Veinte años después, los dueños de esta casa deslumbraban a la capital inaugurando, una cuadra más allá, el esbelto palacio de estilo francés clásico que los arquitectos Chifflot y Giraut les construyeron en la pequeña manzana que da por sus fondos a la Plaza Zabala, donde estaba el viejo teatro.
En cambio, en un estilo más severo y más sereno desarrolla su seductora arquitectura la casa de don Agustín de Castro -obra de Juan Alberto Capurro- , sobria y depurada muestra de lo que pudieron producir aquí los epígonos vernáculos del renacimiento italiano. Y más severo y sobrio aún es el estilo de los más antiguos monumentos, conservados desde las épocas del viejo Portón, como el Hospital Maciel, cuya fachada de 25 de Mayo procede de los años cisplatinos, o la casona que ocupa el Museo Romántico, levantada en 1831 para residencia de don Antonio Montero donde los bustos de mármol de la baIaustrada de la azotea y la decoración, también de mármol, de las aberturas del frente, dan un toque inconfundible al apuesto edificio que Montevideo conserva como muestra de sus tradiciones patricias.

Hay veredas que hablan de historia. Y cuando las de la calle 25 de Mayo cuentan la suya los nombres históricos van surgiendo sin querer.

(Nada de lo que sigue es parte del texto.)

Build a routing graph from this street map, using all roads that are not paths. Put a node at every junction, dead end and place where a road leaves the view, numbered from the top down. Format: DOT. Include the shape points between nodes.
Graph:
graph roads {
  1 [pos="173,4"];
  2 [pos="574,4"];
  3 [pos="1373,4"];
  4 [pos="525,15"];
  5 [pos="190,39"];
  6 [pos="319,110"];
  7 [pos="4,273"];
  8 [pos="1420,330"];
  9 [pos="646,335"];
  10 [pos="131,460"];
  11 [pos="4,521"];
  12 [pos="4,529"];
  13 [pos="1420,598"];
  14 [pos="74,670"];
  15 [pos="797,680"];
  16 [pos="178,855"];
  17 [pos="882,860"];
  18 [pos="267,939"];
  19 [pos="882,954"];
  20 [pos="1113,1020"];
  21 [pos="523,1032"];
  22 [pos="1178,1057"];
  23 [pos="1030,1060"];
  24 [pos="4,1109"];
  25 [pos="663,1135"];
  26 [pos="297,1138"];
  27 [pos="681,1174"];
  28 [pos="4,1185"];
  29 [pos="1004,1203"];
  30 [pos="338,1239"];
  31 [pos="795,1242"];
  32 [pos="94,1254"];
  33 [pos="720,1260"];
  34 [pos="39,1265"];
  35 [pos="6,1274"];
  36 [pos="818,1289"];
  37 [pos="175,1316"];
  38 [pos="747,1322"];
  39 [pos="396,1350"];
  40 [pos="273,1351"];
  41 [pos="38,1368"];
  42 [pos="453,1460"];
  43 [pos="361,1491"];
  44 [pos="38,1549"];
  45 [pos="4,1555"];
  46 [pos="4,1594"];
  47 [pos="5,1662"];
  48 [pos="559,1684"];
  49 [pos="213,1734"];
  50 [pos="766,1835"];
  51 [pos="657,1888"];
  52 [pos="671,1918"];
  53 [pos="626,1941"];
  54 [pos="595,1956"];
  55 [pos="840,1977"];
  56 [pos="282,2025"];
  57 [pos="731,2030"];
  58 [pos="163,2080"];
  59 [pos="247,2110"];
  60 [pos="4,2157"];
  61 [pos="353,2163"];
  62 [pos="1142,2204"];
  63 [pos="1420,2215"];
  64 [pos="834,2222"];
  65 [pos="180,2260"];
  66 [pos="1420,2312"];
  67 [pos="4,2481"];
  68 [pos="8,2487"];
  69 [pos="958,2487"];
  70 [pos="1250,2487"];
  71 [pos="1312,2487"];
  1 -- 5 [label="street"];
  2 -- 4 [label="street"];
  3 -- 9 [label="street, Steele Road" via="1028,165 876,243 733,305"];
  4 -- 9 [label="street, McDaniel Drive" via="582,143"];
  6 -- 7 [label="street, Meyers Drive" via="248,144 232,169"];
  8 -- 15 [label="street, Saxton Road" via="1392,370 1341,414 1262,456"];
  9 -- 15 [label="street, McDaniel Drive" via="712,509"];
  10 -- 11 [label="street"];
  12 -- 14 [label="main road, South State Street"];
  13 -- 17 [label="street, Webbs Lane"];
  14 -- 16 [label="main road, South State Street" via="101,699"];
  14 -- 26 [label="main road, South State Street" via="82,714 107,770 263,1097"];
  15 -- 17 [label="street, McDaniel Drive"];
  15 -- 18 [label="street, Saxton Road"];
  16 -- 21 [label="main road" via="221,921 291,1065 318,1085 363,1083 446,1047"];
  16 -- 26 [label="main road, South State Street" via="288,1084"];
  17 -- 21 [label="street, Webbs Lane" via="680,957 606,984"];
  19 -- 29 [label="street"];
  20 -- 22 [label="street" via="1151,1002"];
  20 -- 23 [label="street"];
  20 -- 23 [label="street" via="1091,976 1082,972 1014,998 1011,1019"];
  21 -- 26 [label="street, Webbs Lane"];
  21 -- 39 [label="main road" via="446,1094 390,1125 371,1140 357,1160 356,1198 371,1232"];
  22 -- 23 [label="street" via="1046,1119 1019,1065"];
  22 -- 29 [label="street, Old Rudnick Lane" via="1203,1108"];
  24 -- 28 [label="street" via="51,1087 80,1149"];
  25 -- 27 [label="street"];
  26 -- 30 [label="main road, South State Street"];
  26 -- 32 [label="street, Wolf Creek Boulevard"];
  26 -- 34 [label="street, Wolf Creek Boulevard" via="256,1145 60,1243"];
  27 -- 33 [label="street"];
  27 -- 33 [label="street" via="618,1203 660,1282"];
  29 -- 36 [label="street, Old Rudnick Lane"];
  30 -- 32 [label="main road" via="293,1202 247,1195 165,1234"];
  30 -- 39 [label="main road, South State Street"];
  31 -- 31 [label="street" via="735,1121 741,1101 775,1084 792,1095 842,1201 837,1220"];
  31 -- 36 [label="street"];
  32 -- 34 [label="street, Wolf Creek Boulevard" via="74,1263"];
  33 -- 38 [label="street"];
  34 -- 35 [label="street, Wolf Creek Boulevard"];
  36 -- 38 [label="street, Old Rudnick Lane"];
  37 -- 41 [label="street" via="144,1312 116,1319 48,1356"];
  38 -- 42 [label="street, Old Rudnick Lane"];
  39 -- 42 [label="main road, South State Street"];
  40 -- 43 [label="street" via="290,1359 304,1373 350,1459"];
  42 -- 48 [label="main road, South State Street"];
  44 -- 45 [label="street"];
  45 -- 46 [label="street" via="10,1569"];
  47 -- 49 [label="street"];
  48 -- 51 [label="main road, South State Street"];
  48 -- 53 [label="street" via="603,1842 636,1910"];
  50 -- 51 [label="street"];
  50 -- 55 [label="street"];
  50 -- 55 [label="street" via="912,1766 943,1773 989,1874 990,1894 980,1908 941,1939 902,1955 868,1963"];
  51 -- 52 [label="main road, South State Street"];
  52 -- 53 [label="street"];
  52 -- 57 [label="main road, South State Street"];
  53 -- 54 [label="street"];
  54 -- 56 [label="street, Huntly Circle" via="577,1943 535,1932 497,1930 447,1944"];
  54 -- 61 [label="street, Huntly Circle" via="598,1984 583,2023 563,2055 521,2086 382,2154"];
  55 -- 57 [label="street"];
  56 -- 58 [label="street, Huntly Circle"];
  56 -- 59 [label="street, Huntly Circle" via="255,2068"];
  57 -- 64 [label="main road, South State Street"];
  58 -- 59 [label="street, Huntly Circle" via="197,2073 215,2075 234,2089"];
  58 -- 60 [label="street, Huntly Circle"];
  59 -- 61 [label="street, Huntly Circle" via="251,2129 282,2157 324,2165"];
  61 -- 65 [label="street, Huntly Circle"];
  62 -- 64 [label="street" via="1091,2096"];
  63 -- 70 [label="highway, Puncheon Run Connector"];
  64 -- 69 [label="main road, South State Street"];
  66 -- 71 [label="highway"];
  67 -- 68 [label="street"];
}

Jacome Cleramboux, soldado y constructor, compró en 1738 su solar en esta calle -entre Juan Carlos Gómez y Bartolomé Mitre, donde muchos años después edificó su palacete don Juan Dámaso Jackson-, con el cargo de una misa perpetúa que debía ser rezada cada año a la Santa Cruz de la Pasión, extraña y curiosa manera de mezclar las cosas sagradas con los negocios profanos. Edificó allí una casa con sala, alcoba y "un cuarto alto de ladrillo cocido por fuera, y por dentro crudo", tasada en mil pesos en 1751, verdadera opulencia si se la compara con la vecina vivienda del sacristán García de Avila, estimada sólo en doscientos pesos en la misma fecha. En la esquina de la que hoy es Juan Carlos Gómez, en el ángulo que mira hacia el sureste, el poblador Felipe Pérez de Sosa tenía el plantío de hortalizas. 25 de Mayo -que aún ni soñaba llamarse asi algún día- vivía entonces su edad agrícola.

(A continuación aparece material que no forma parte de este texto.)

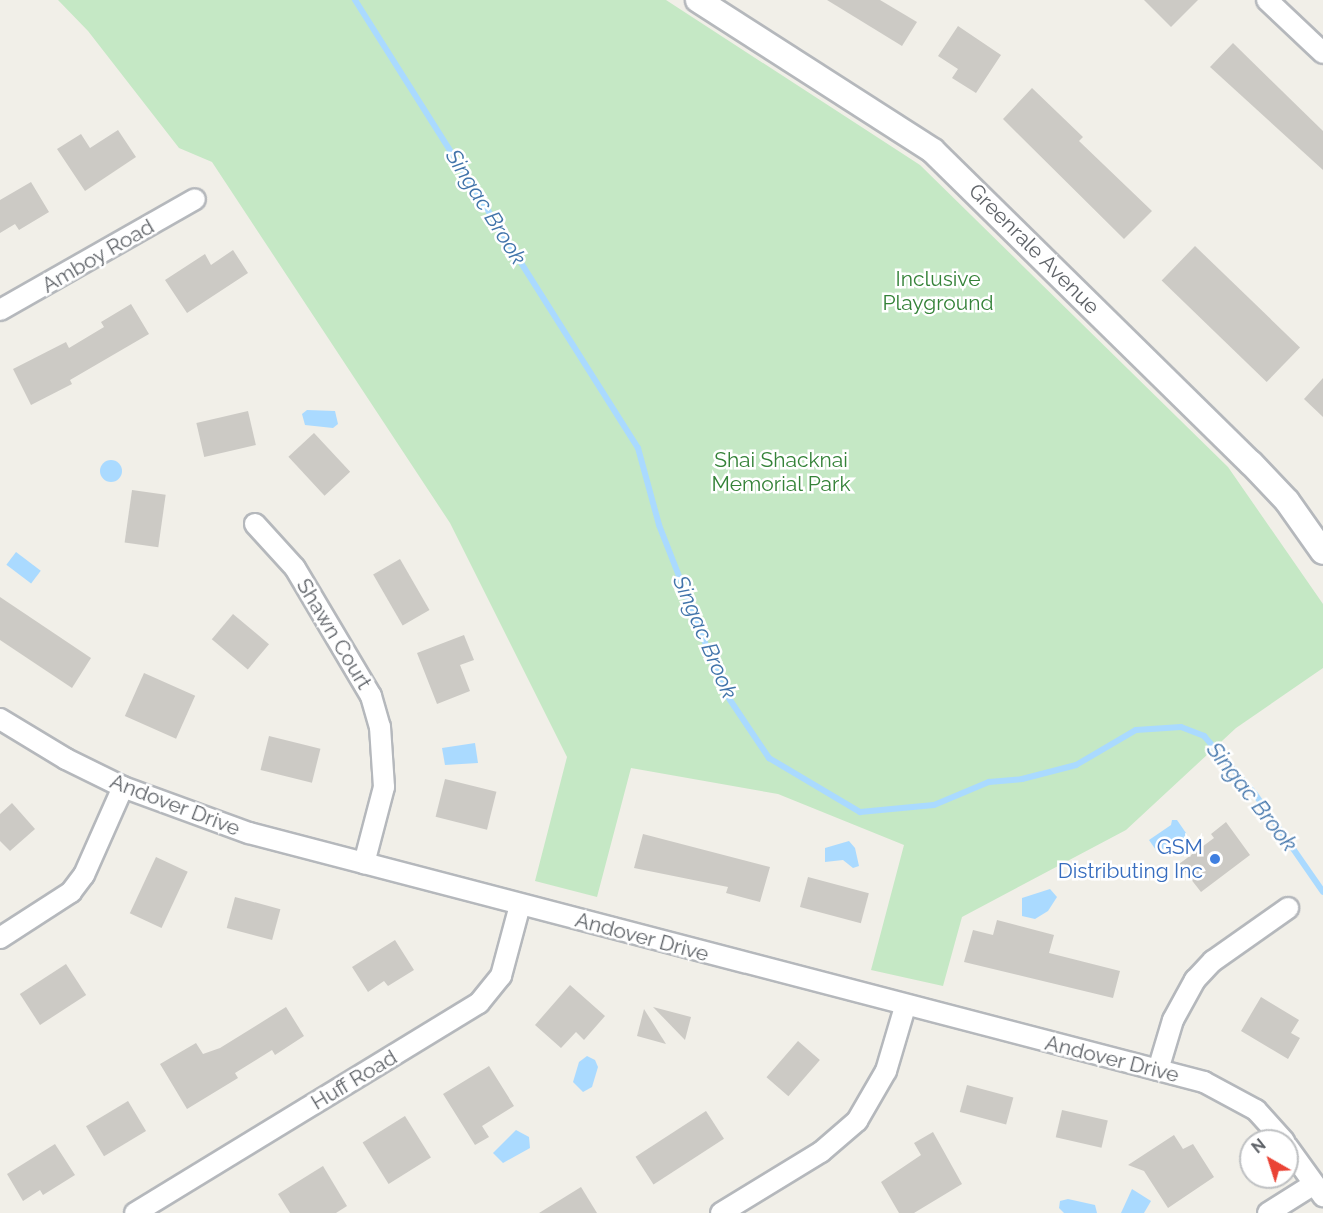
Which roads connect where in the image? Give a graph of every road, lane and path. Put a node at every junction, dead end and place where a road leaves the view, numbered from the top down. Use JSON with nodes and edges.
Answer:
{"nodes":[{"id":1,"x":698,"y":0,"type":"edge"},
{"id":2,"x":1268,"y":0,"type":"edge"},
{"id":3,"x":1323,"y":53,"type":"edge"},
{"id":4,"x":195,"y":199,"type":"dead end"},
{"id":5,"x":0,"y":310,"type":"edge"},
{"id":6,"x":255,"y":524,"type":"dead end"},
{"id":7,"x":1323,"y":552,"type":"edge"},
{"id":8,"x":0,"y":719,"type":"edge"},
{"id":9,"x":123,"y":787,"type":"junction"},
{"id":10,"x":364,"y":863,"type":"junction"},
{"id":11,"x":520,"y":905,"type":"junction"},
{"id":12,"x":1288,"y":908,"type":"dead end"},
{"id":13,"x":0,"y":938,"type":"edge"},
{"id":14,"x":905,"y":1007,"type":"junction"},
{"id":15,"x":1158,"y":1070,"type":"junction"},
{"id":16,"x":1275,"y":1129,"type":"edge"},
{"id":17,"x":1299,"y":1162,"type":"edge"},
{"id":18,"x":1319,"y":1190,"type":"edge"},
{"id":19,"x":135,"y":1213,"type":"edge"},
{"id":20,"x":721,"y":1213,"type":"edge"},
{"id":21,"x":1268,"y":1213,"type":"edge"}],
"edges":[{"from":1,"to":7,"type":"street","name":"Greenrale Avenue"},
{"from":2,"to":3,"type":"street"},
{"from":4,"to":5,"type":"street","name":"Amboy Road"},
{"from":6,"to":10,"type":"street","name":"Shawn Court"},
{"from":8,"to":9,"type":"street","name":"Andover Drive"},
{"from":9,"to":10,"type":"street","name":"Andover Drive"},
{"from":9,"to":13,"type":"street"},
{"from":10,"to":11,"type":"street","name":"Andover Drive"},
{"from":11,"to":14,"type":"street","name":"Andover Drive"},
{"from":11,"to":19,"type":"street","name":"Huff Road"},
{"from":12,"to":15,"type":"street"},
{"from":14,"to":15,"type":"street","name":"Andover Drive"},
{"from":14,"to":20,"type":"street"},
{"from":15,"to":16,"type":"street","name":"Andover Drive"},
{"from":17,"to":18,"type":"street"},
{"from":18,"to":21,"type":"street"}]}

No tardó el progreso en hacer su irrupción. Las murallas generaron el famoso Portón; el Portón generó la importancia mercantil de la calle y su tránsito tan movido; la importancia y el tránsito generaron el empedrado -el primero que conoció Montevideo- y la iluminación, también la primera que conoció calle alguna de esta capital, y naturalmente que a vela…
En el solar de García de Avila, don Antonio Barreiro y Ramos abrió hace ciento diez años su librería. En el solar contiguo -el que había sido de Cleramoux- los Jackson levantaron su morada solariega. Y al lado de ésta, levantó la suya don Alejo Rossell y Rius, hoy también desaparecida. Eran primos políticos Rossell y Rius y Juan Dámaso Jackson, cuyas mujeres, además de vecinas, fueron primas hermanas. De la misma manera, y por primas sus mujeres, fueron primos políticos otros dos ilustres vecinos de esta cuadra: don José Serrato y don Juan José Amézaga, ambos Presidentes de la República. Las veredas enlazan moradas y personajes. Hay gente a la que no le importan éstos ni aquellas. Hay otra gente. en cambio, que sabe valorar lo que atesoran las viejas veredas cuando, como éstas, pueden contar la historia de la ciudad y son la memoria viva de un devenir de dos siglos y medio. Tal vez sea por eso que hay quienes montan empresas de demolición y quienes se especializan en restauración de antigüedades.